Yick Kai Chan was a rare person who combined his real world experience as an architect and his training as a digital artist. That experience came together at Zynga, where he worked creating iconic buildings for the social game CityVille. But Chan passed away suddenly over the weekend, leaving sadness among his friends, family and coworkers.
He is survived by his wife Diana and a 10-year-old daughter Kyra. Zynga and friends set up a GoFundMe scholarship fund for Kyra. The fund has already raised more than $42,000 to pay for the education of Kyra. Zynga made a $15,000 donation to the fund. The campaign is still open for anyone to make donations.
“He was a large part of our community and a creative force at Zynga,” said Scott Koenigsberg, senior vice president at Zynga and the former general manager of CityVille, which Zynga operated from 2010 until 2015. “CityVille’s tag line was to build the city of your dreams. People were proud of what they built, and they created amazing cities with buildings that kai built.”

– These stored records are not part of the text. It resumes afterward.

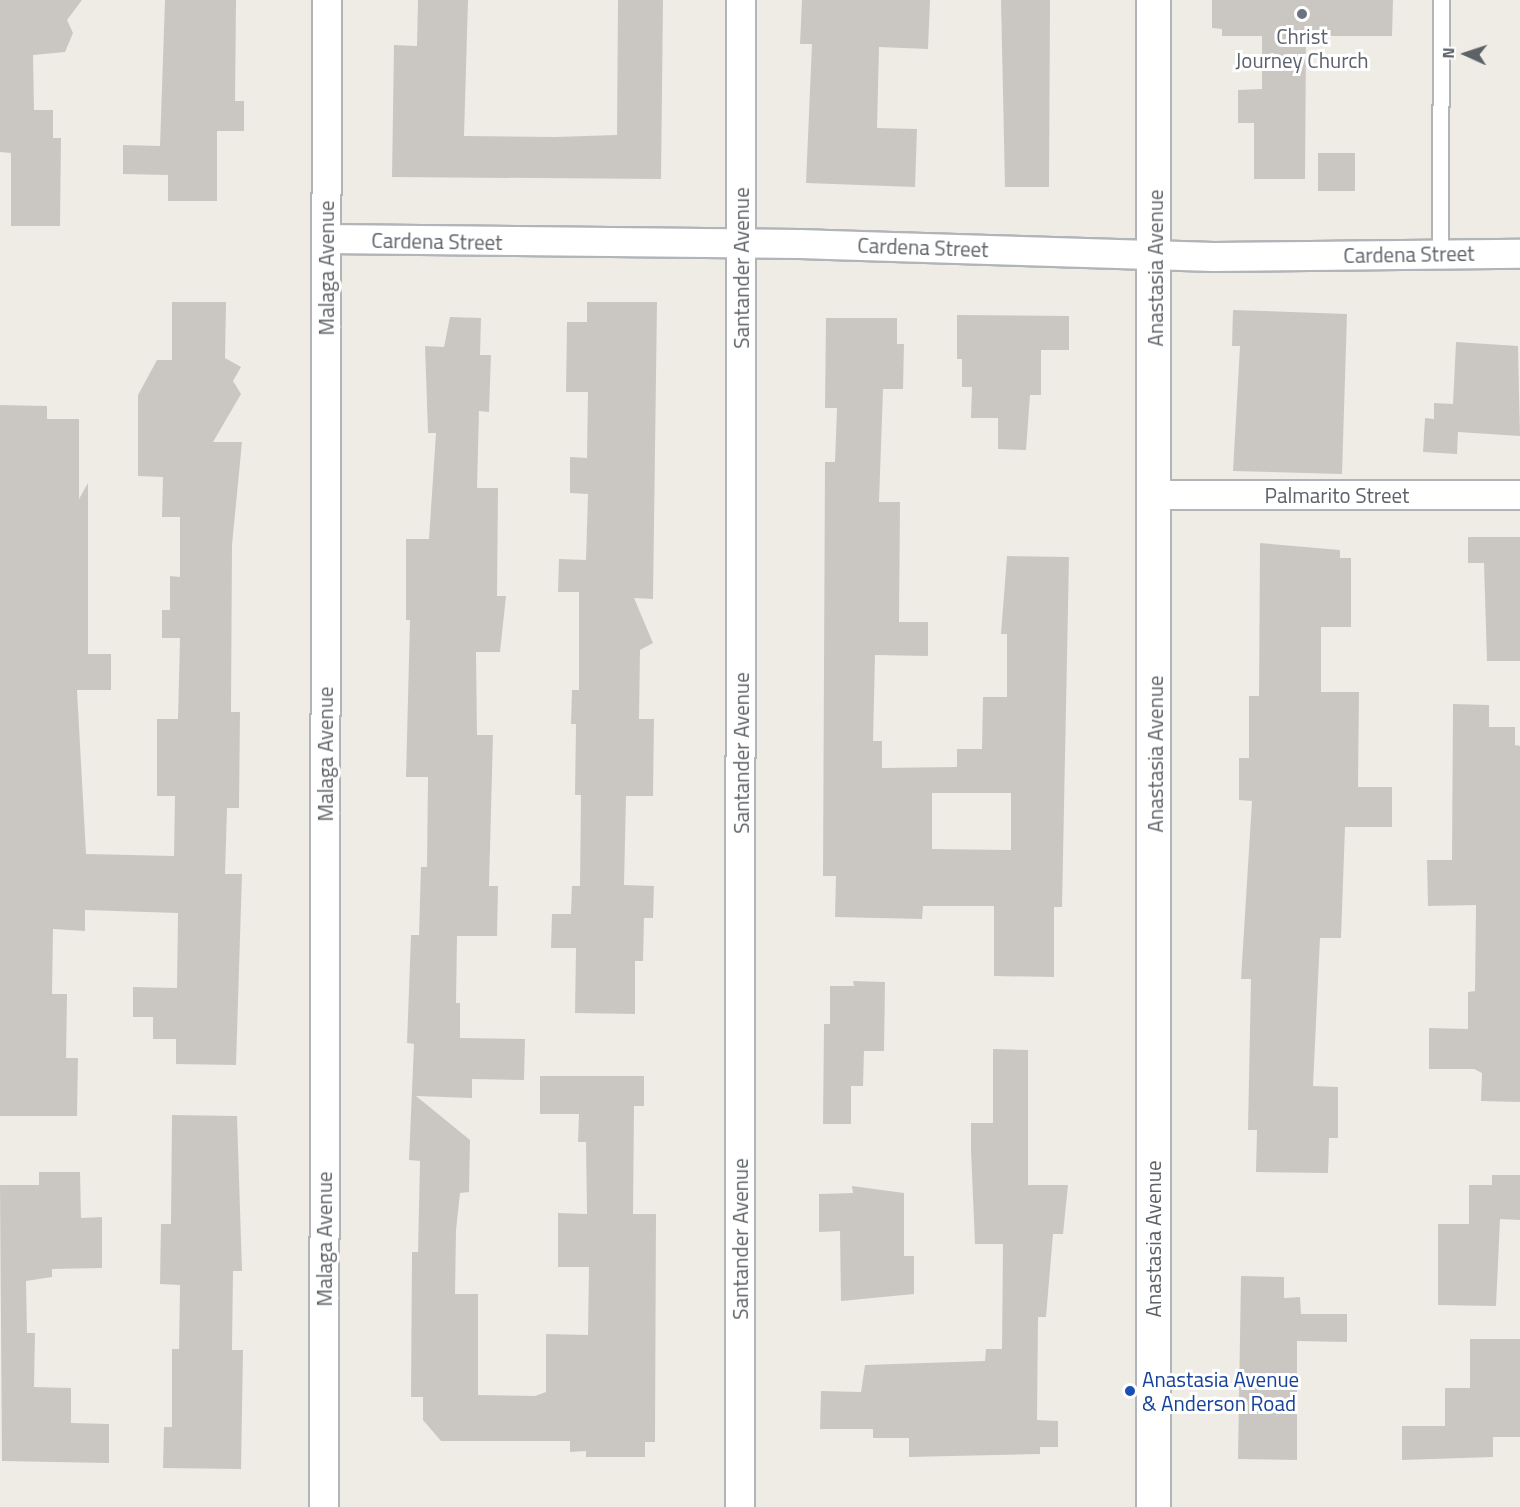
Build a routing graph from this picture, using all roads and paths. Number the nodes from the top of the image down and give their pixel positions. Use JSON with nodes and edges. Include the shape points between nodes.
{"nodes":[{"id":1,"x":327,"y":0,"type":"edge"},
{"id":2,"x":741,"y":0,"type":"edge"},
{"id":3,"x":1153,"y":0,"type":"edge"},
{"id":4,"x":1441,"y":0,"type":"edge"},
{"id":5,"x":326,"y":239,"type":"junction"},
{"id":6,"x":741,"y":244,"type":"junction"},
{"id":7,"x":1155,"y":254,"type":"junction"},
{"id":8,"x":1440,"y":254,"type":"junction"},
{"id":9,"x":1520,"y":254,"type":"edge"},
{"id":10,"x":1154,"y":495,"type":"junction"},
{"id":11,"x":1520,"y":495,"type":"edge"},
{"id":12,"x":324,"y":1507,"type":"edge"},
{"id":13,"x":740,"y":1507,"type":"edge"},
{"id":14,"x":1153,"y":1507,"type":"edge"}],
"edges":[{"from":1,"to":5,"type":"street","name":"Malaga Avenue"},
{"from":2,"to":6,"type":"street","name":"Santander Avenue"},
{"from":3,"to":7,"type":"street","name":"Anastasia Avenue"},
{"from":4,"to":8,"type":"lane"},
{"from":5,"to":6,"type":"street","name":"Cardena Street"},
{"from":5,"to":12,"type":"street","name":"Malaga Avenue"},
{"from":6,"to":7,"type":"street","name":"Cardena Street"},
{"from":6,"to":13,"type":"street","name":"Santander Avenue"},
{"from":7,"to":8,"type":"street","name":"Cardena Street"},
{"from":7,"to":10,"type":"street","name":"Anastasia Avenue"},
{"from":8,"to":9,"type":"street","name":"Cardena Street"},
{"from":10,"to":11,"type":"street","name":"Palmarito Street"},
{"from":10,"to":14,"type":"street","name":"Anastasia Avenue"}]}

Chan, 44, spent seven years at Zynga. He was an architect in Redwood City, California, and Oakland. Then he went to work and became known — per a Fortune magazine article — as the “Frank Gehry of CityVille,” or a man who helped players build their dream cities. He was the in-game architect in CityVille, and he worked on the game for about three years. His colleague Andy Wong put Chan into the game as a character in 2012.
Chan was a real-world architect who worked on corporate campuses, civic buildings, garages, stores, banks, and restaurants. But Zynga was his first job in games, and the buildings he created for CityVille were not realistic. They had a cartoon flavor that matched the art style of the game. Chan did 2D art with sketches and paintings, and then a 3D artist would build the buildings in the 3D tool Maya. Those buildings were then exported into CityVille.
Chan created buildings such as the Eiffel Tower in CityVille, which was played by 100 million people a month at its peak. He created a feature dubbed “hybrid buildings,” which the team called “Kai-brid buildings” because of his work on them. They let players choose from various bases, then add a custom middle layer and a top layer, allowing players to stack three different parts to create a unique building.
“Each building should have some real-world elements that are easily identifiable and appealing — functional and cute — but this balance is the tricky part,” Chan told Fortune. “Having a game available in half a dozen languages is both a blessing and a challenge because it can be difficult to illustrate a sign for a motel without spelling it out in a specific language.”
Most recently, Chan, who was born in China, led the art for the game engagement management team at Zynga for the social casino slots and match-3 games. Teammates admired his creative talent, his passion, and his happiness, Koenigsberg said.
“Kai was a creative artist with a knack for bringing themes and items to life,” Koenigsberg said. “He took his real world skills and applied them in the virtual world.”